Labour has also argued the move is premature, and accused ministers of wanting to “declare victory before the war is over”.

But Johnson was bullish about the prospects of returning most freedoms to their pre-Covid frontiers. Speaking to the BBC’s Sunday Morning programme, he said “now is the time” to press ahead with reining in public spending and ending restrictions.

“I think it’s very important we should remain careful,” Johnson said. “We’re certainly not asking people to throw caution to the winds. Covid remains a dangerous disease, particularly if you haven’t been vaccinated and if you’re vulnerable.

“There are still people who haven’t been properly vaccinated, there are still people who haven’t had their booster. Huge numbers have, but there are still people who haven’t, so there is no case for complacency about this.”

Johnson said testing would happen “at a much lower level” as it was unsustainable to continue spending £2bn a month on the scheme.

He added: “We’re in a different world. I think it is it is important that people should feel confident again and people should feel able to go back to work in the normal way. I do want to see our country really getting back on its feet … Now’s the moment for everybody to get their confidence back.”

Johnson did not rule out restrictions being re-imposed. He said: “I don’t want to go back to that kind of non-pharmaceutical intervention. I want to be able to address the problems of the pandemic with a vaccine-led approach … but I’m afraid you’ve got to be humble in the face of nature.”

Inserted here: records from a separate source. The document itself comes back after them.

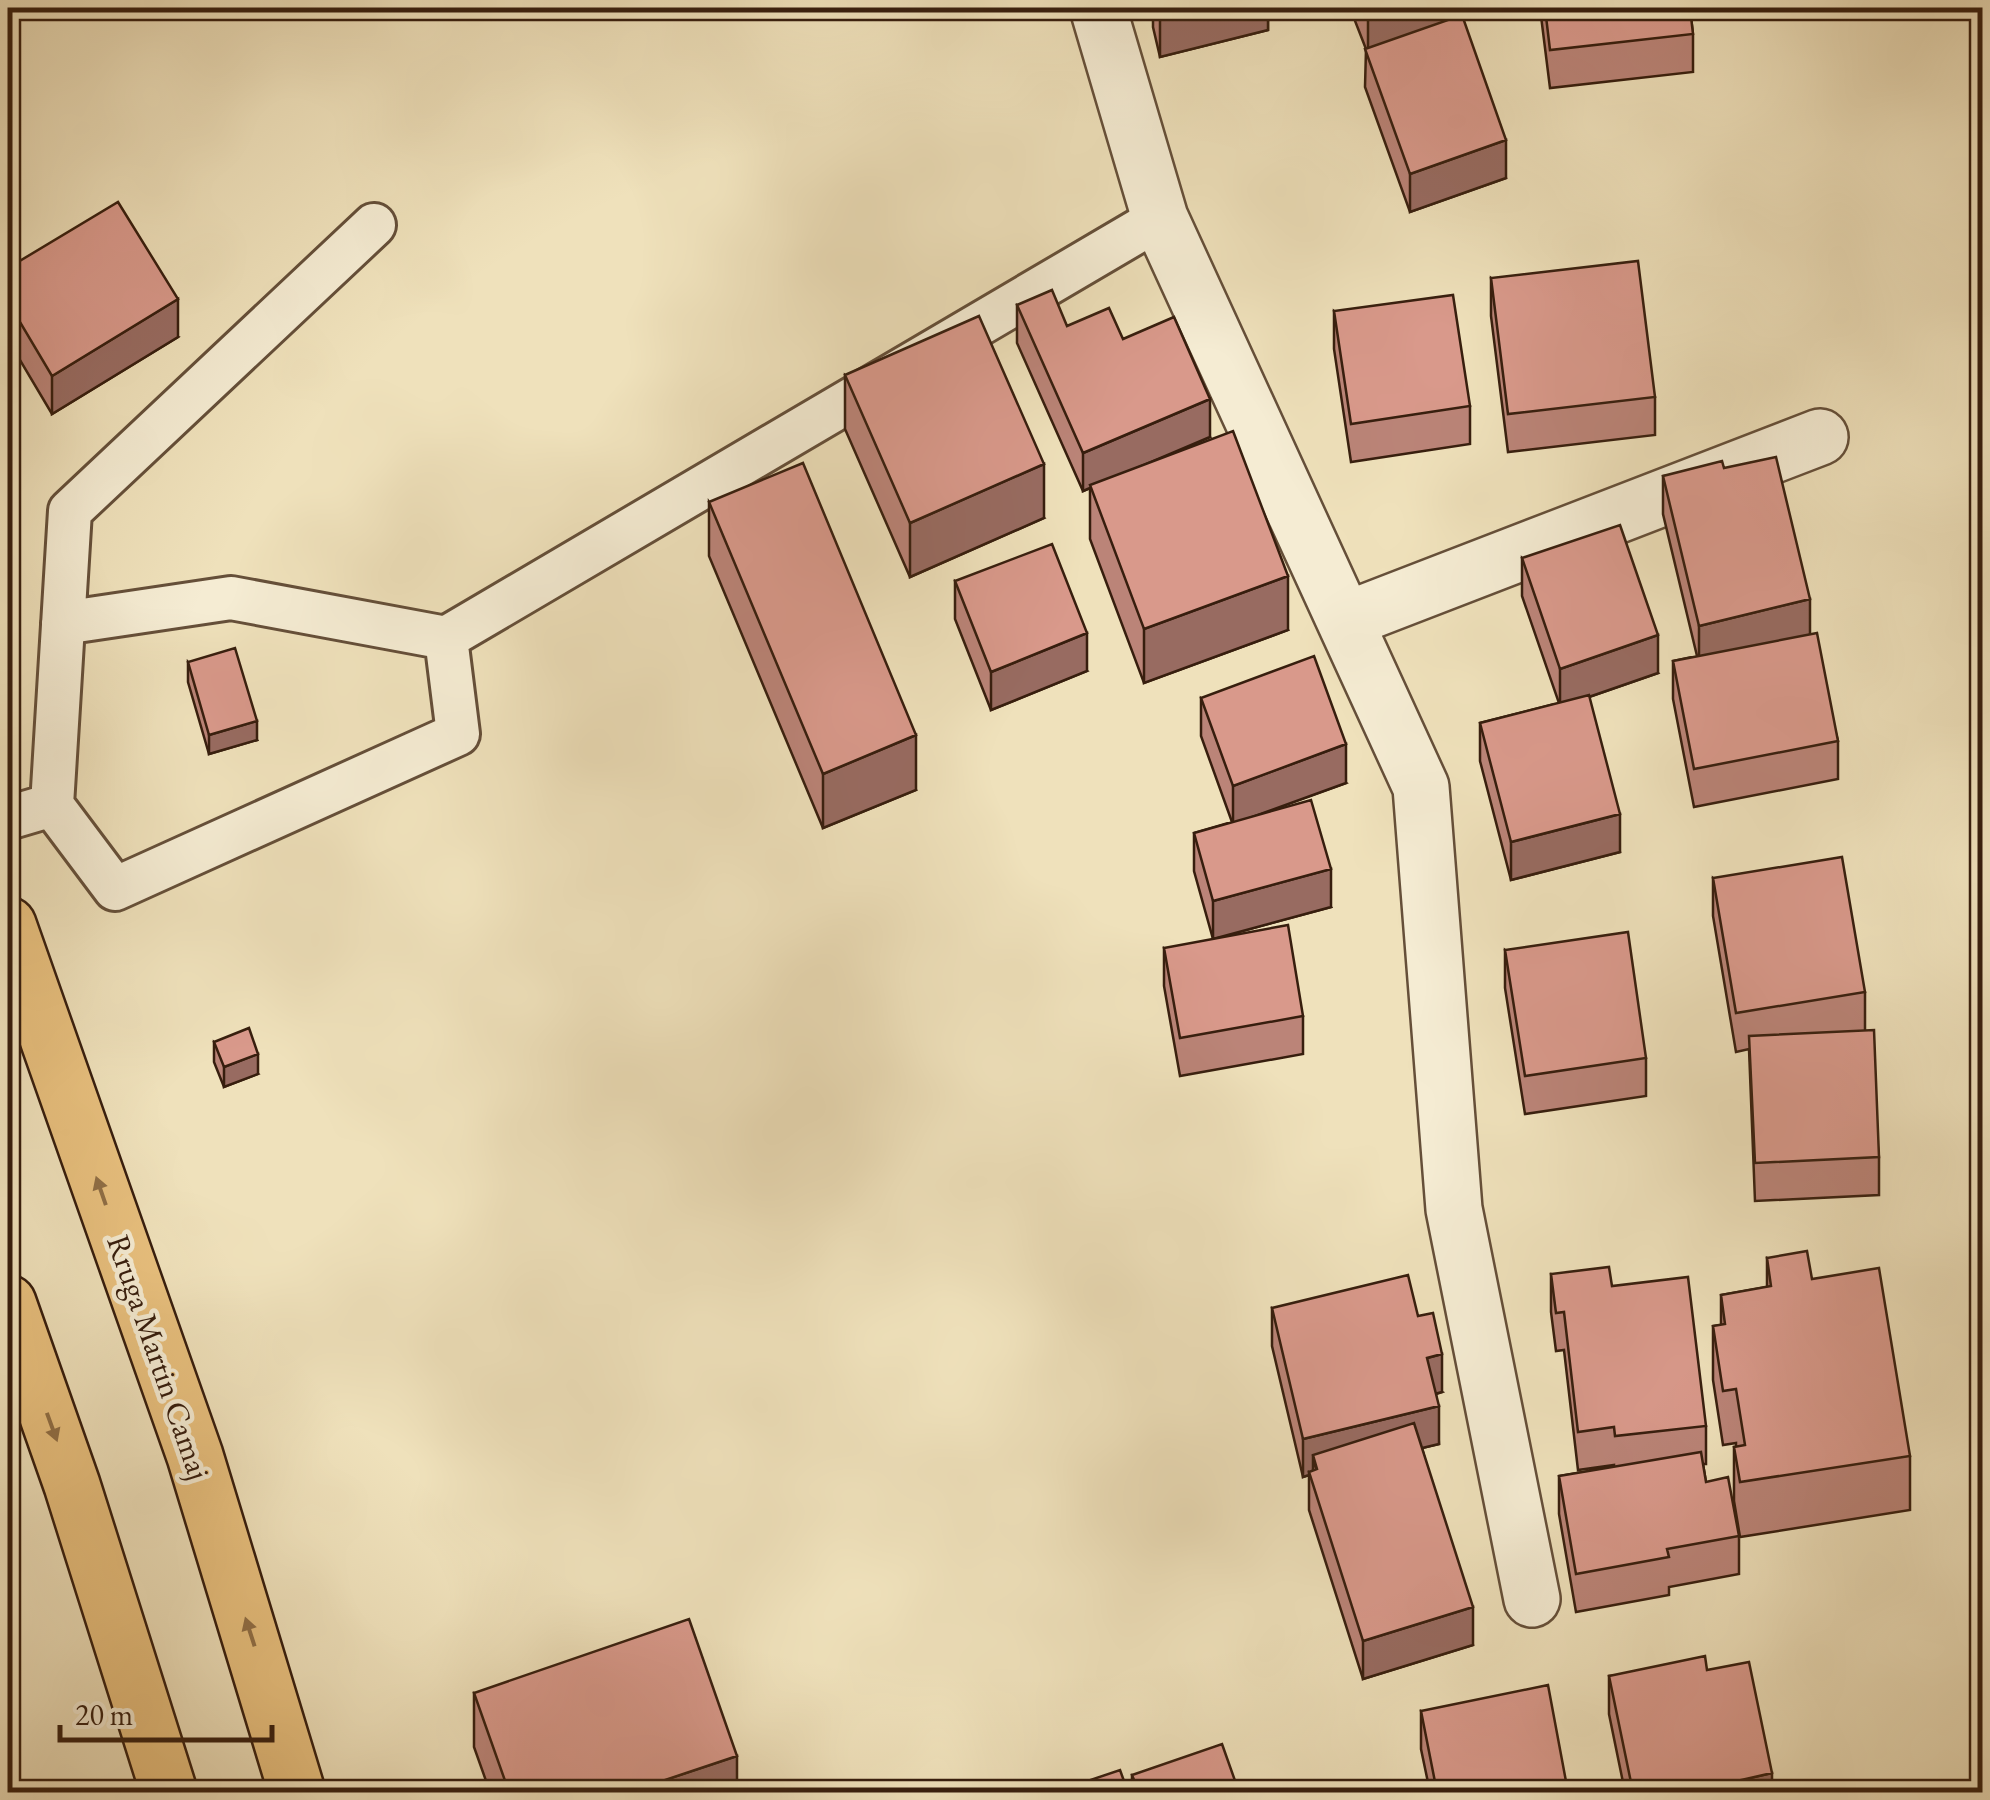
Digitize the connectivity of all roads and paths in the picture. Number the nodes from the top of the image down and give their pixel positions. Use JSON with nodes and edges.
{"nodes":[{"id":1,"x":1098,"y":8,"type":"edge"},
{"id":2,"x":1160,"y":218,"type":"junction"},
{"id":3,"x":374,"y":224,"type":"dead end"},
{"id":4,"x":1820,"y":437,"type":"dead end"},
{"id":5,"x":1346,"y":620,"type":"junction"},
{"id":6,"x":63,"y":623,"type":"junction"},
{"id":7,"x":446,"y":638,"type":"junction"},
{"id":8,"x":52,"y":805,"type":"junction"},
{"id":9,"x":8,"y":818,"type":"edge"},
{"id":10,"x":8,"y":925,"type":"edge"},
{"id":11,"x":8,"y":1302,"type":"edge"},
{"id":12,"x":1532,"y":1599,"type":"dead end"},
{"id":13,"x":169,"y":1792,"type":"edge"},
{"id":14,"x":297,"y":1792,"type":"edge"}],
"edges":[{"from":1,"to":2,"type":"street"},
{"from":2,"to":5,"type":"street"},
{"from":2,"to":7,"type":"lane"},
{"from":3,"to":6,"type":"lane"},
{"from":4,"to":5,"type":"street"},
{"from":5,"to":12,"type":"street"},
{"from":6,"to":7,"type":"lane"},
{"from":6,"to":8,"type":"lane"},
{"from":7,"to":8,"type":"lane"},
{"from":8,"to":9,"type":"lane"},
{"from":14,"to":10,"type":"highway","name":"Rruga Martin Camaj","one_way":true},
{"from":11,"to":13,"type":"highway","one_way":true}]}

Wes Streeting, Labour’s shadow health secretary, told the same programme that the move “seems very premature” and used the analogy of a football team being one goal ahead and then taking off their best defender in the closing minutes of the game.

“I’m not clear that the scientific advice supports this,” he said, adding that he stood with those groups who had raised concerns, such as the NHS Confederation, World Health Organization and British Medical Association, “any day of the week and twice on Sunday”.

“At this stage, it’s not the right thing to do,” Streeting added.

He accused the government of “glaring inconsistencies” in its approach to relaxing restrictions and trying to distract attention from Scotland Yard’s investigation into a dozen alleged parties in breach of Covid rules, some of which were attended by Johnson.

Streeting said it did not make sense for the prime minister to still be advising people to stay at home – even if it was not mandated – without continuing the support payments for low-income workers and free testing.

“It does seem to me that the whole decision making process in No 10 at the moment is being driven by the prime minister’s political weakness, not by public health, and that should concern all of us,” he added.

Johnson is expected to call a cabinet meeting on Monday at which the plan for lifting Covid rules will be signed off before a likely announcement in the House of Commons.